Like it or not, DSOs are part of the dental profession. In recent years they have been growing and will continue to grow for many years to come. However, while it’s unknown at this time what percentage of practices will come under the DSO-style umbrella, private practice is still alive and well and will continue.

Admittedly, DSOs do offer advantages. They have strong marketing power that can benefit several affiliated practices in a geographic area. They have the purchasing power to procure supplies, materials, equipment, and technology at lower cost. Some DSOs even have in-house training and offer multiple specialty services.

For independent private practice dentists, DSOs represent a legitimate competitive factor that has emerged in dentistry in recent years. However, there are many opportunities for dental practices to address DSOs, including joining buying groups, participating in study clubs for continuing education, hiring expert trainers, and attending clinical institutes.

One question we are often asked is whether a practice should sell to a DSO. This decision is individual for each practice based on several different parameters. Questions that should be asked include:

  • How will it affect a pathway to financial independence?
  • Is the dentist ready and willing to be an employee?
  • How much change will a DSO insist on for the practice?
  • What percentage of the purchase price will be held back based on production over the next few years?
  • What are the DSO’s culture, values, and vision?

Recommended solutions

The recommended solution is to build and maintain the best-run practice that you can. Keeping the practice systemized, efficient, and simplified is critical to success. Advancing technology will make daily dental practice easier and more efficient and allow for increased production. The concept of technology workflow in practices is continuing to emerge, and technologies are becoming excellent in advancing comprehensive clinical treatment. In addition, the practice should be designed as an extremely well-run business with documented, proven, and step-by-step systems that allow the team to become highly trained and manage day-to-day operations effectively.

Staff burnout

Trend and challenge

Stress, anxiety, fatigue, and burnout in dentistry are at higher levels than ever before. It is similar in many fields due to the complexity of moving through the pandemic and managing a business.
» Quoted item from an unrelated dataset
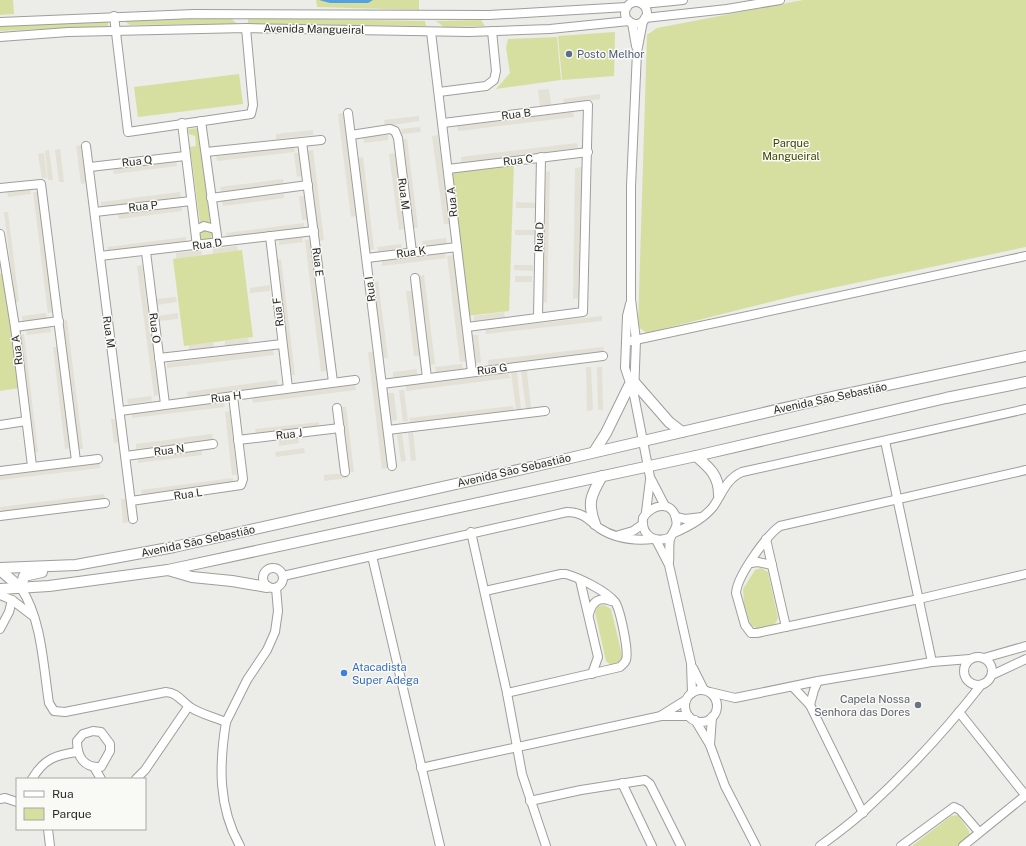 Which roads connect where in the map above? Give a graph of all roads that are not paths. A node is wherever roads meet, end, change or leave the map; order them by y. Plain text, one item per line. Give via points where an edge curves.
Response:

Keep in mind that burnout is not a short-term effect; it is recognized as an occupational phenomenon by the World Health Organization (WHO), and it should be addressed preventively if possible. A team that suffers from burnout, fatigue, anxiety, or stress is a less effective team and could result in individuals leaving the practice permanently.

Recommended solutions

There are numerous ways to prevent burnout-related fallout. Here are some that you might consider:

  1. Take care of yourself. As always, sleep, nutrition, and exercise are part of the solution. It simply makes sense that if you get enough rest, eat well, and exercise, your stress level and pathway to burnout will be reduced.
  1. Take time off. Make sure you have adequate downtime. Taking vacations and days off, enjoying weekends, and spending time with people you love all contribute to less burnout.
  1. Take care of your team. If you take care of your team, they take care of you. Having monthly surprises such as lunches, stocking the refrigerator with food, and giving out gift cards all demonstrate caring. It is also essential for team members to have vacations so that they get downtime and rest. Finally, periodically meeting with team members for 10 or 15 minutes just to check in on them goes a long way toward avoiding burnout and showing them that you genuinely care.

 

At the time I am drafting this article, what will happen with the economy, gas prices, global conflicts, and interest rates is unknown. There will always be good economic cycles and not-so-good ones. The key to success in any business is to be proactive and resilient. Great leaders think ahead. Systemizing the practice, training the team, taking care of the team, building a culture of excellent customer service for patients, and having excellent financial management all go toward the heart of building and maintaining an extraordinarily successful practice.